The two different types of spectral Doppler ultrasound, continuous wave and pulse wave Doppler, have different properties, modes of generation, applications, and limitations. Pulse wave Doppler involves setting a sample volume in the insonation field to measure velocities at a fixed location in the body and pulsing ultrasound into the body in small wave clusters, usually in the order of two to three wavelengths. Continuous-wave Doppler involves uninterrupted streaming of the Doppler beam directed at the target, usually across the aortic valve or pulmonic valve. Both continuous-wave and pulse-wave Doppler have been demonstrated to be 96% to 98% accurate across the range of clinical velocities from − 4 m/s to 4 m/s in phantoms.¹⁸ The reproducibility of continuous wave Doppler approaches 98%. However, for pulse wave, where the location of the sample volume creates additional variability, the reproducibility is approximately 77%.¹⁹^,²⁰ Therefore, continuous wave is the preferred method for measurement of transvalvular flow.²⁰ Both transcutaneous and esophageal Doppler monitoring devices use continuous wave Doppler.

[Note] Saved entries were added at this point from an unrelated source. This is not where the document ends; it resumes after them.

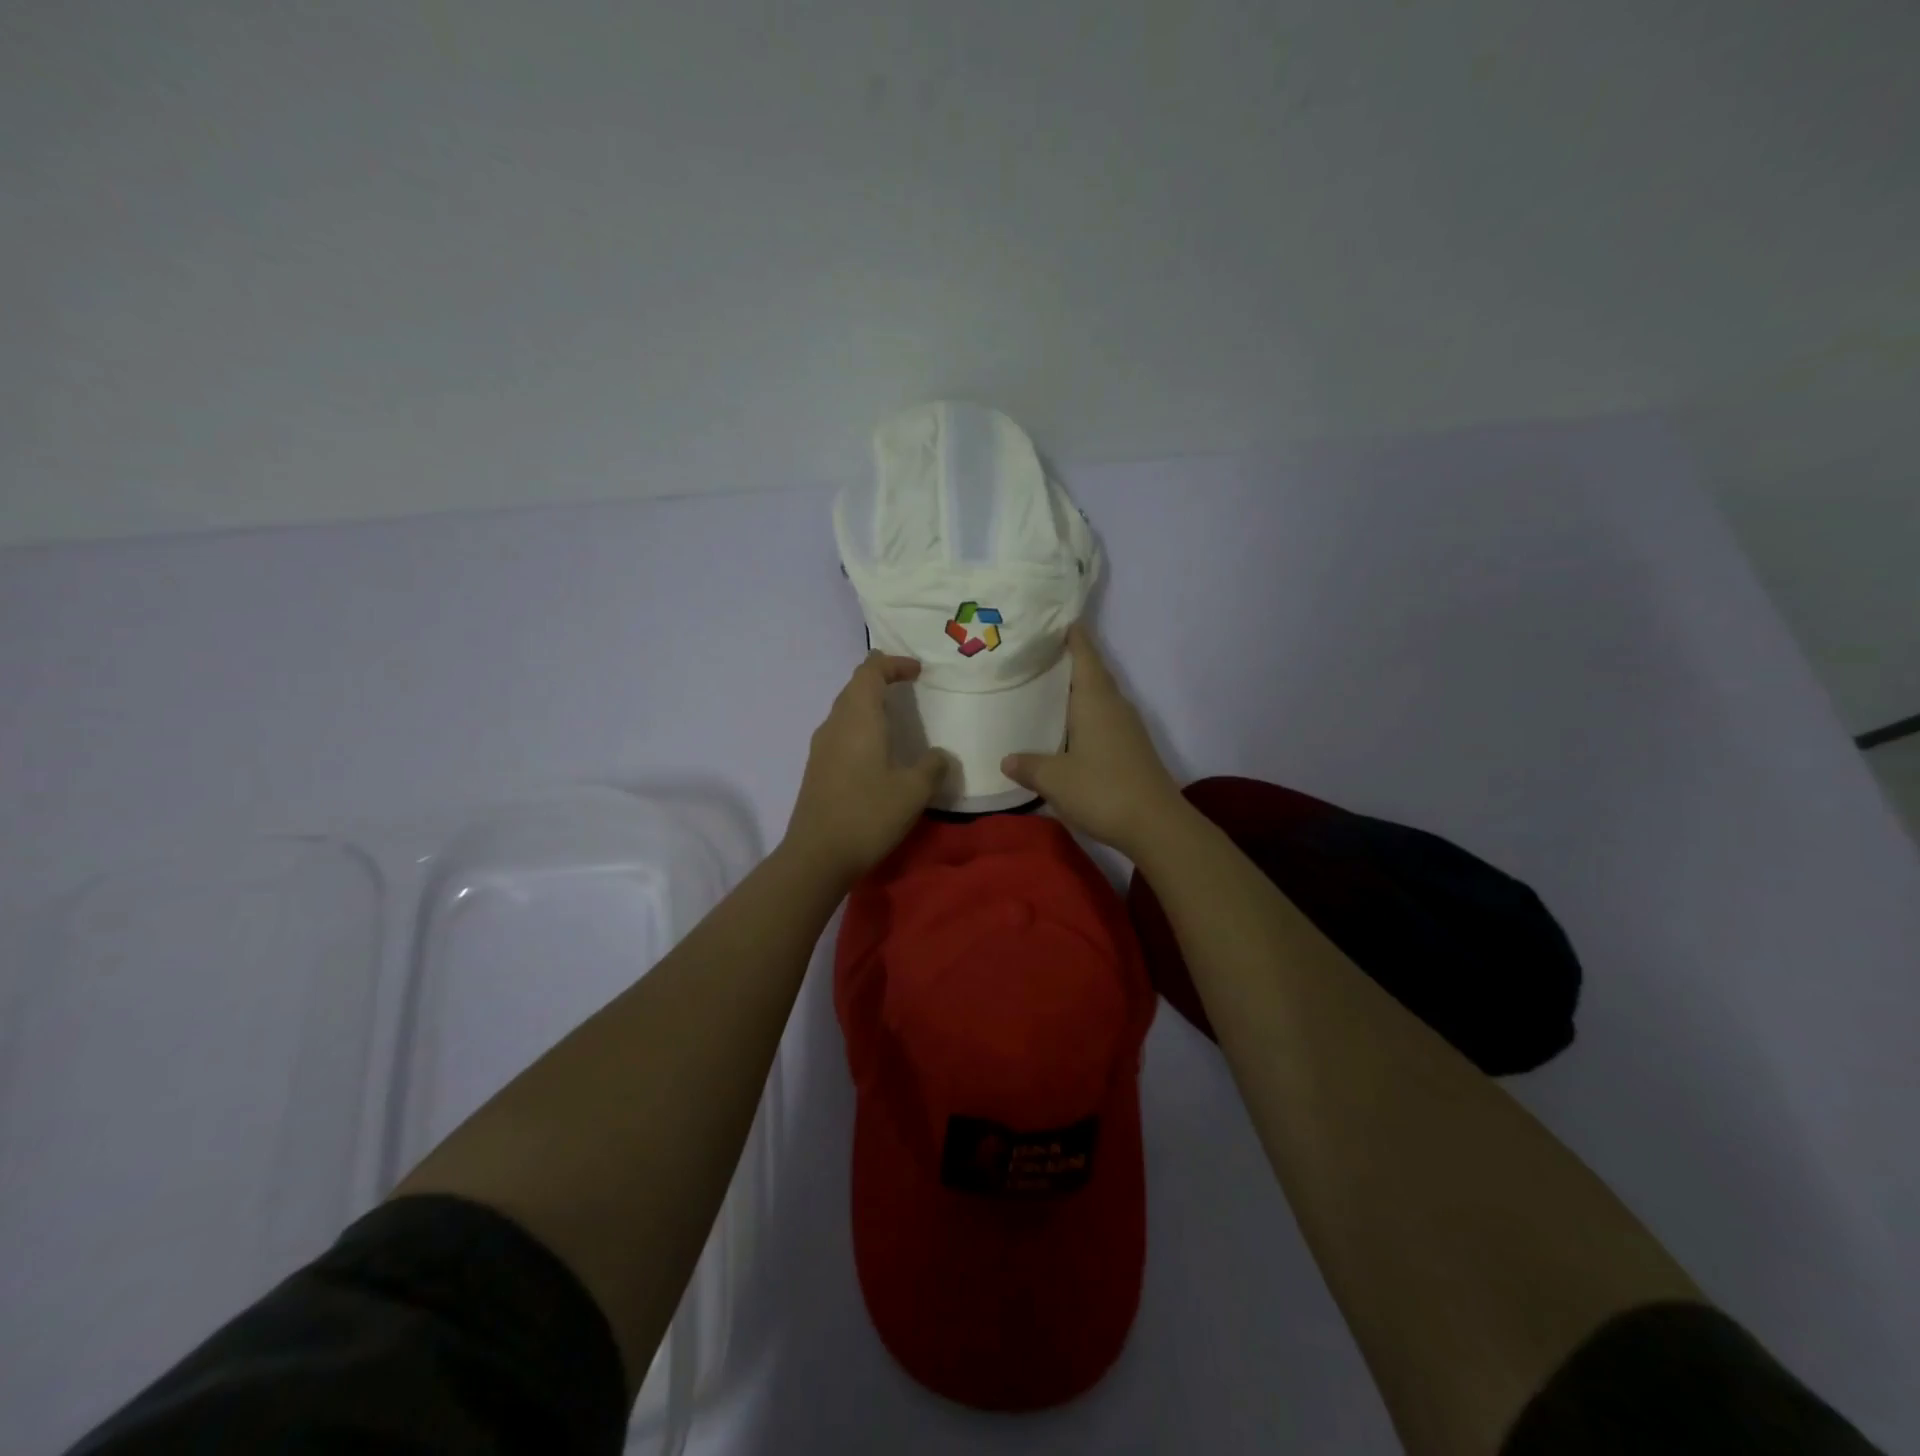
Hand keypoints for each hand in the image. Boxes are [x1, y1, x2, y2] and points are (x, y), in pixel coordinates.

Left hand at [785, 652, 947, 884]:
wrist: (817, 855)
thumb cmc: (868, 814)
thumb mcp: (914, 791)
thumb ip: (932, 767)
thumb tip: (940, 755)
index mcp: (858, 718)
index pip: (870, 671)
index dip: (893, 664)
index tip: (917, 671)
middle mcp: (835, 724)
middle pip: (854, 687)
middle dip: (881, 680)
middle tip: (908, 687)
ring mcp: (821, 746)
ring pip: (845, 710)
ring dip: (868, 705)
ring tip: (895, 717)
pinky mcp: (816, 768)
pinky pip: (840, 732)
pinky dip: (860, 727)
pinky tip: (876, 751)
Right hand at [1001, 624, 1186, 857]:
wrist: (1156, 825)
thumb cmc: (1102, 790)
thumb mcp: (1054, 779)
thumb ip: (1028, 766)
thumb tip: (1007, 759)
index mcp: (1096, 700)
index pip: (1085, 654)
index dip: (1072, 635)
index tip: (1055, 619)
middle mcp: (1115, 706)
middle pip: (1093, 673)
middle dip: (1069, 661)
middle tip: (1036, 655)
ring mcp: (1128, 728)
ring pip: (1100, 697)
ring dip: (1077, 690)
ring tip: (1046, 690)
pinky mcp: (1132, 749)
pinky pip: (1104, 719)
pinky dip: (1085, 715)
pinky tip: (1068, 729)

Clinical Applications of Doppler Monitoring

Quantitating the hemodynamic response to fluids, inotropes, and vasoactive medications is crucial for patient management. Understanding of a number of key Doppler parameters and concepts is important when utilizing Doppler for clinical assessment. Because stroke volume is directly modulated by preload, contractility, and afterload, monitoring stroke volume provides simple quantitation of the effectiveness of circulatory therapeutic interventions.

Preload and Stroke Volume

Preload is the volume in the ventricle at end diastole, and it is this volume that increases ventricular myocyte stretch prior to contraction. Increasing the intravascular fluid volume and thus increasing preload volume results in increased stroke volume. Fluid responsiveness, defined as an increase in stroke volume associated with volume expansion, offers a very direct method for assessment of preload responsiveness and is demonstrated in Figure 10-7. Preload can either be increased with an intravenous (IV) fluid infusion or decreased with a diuretic.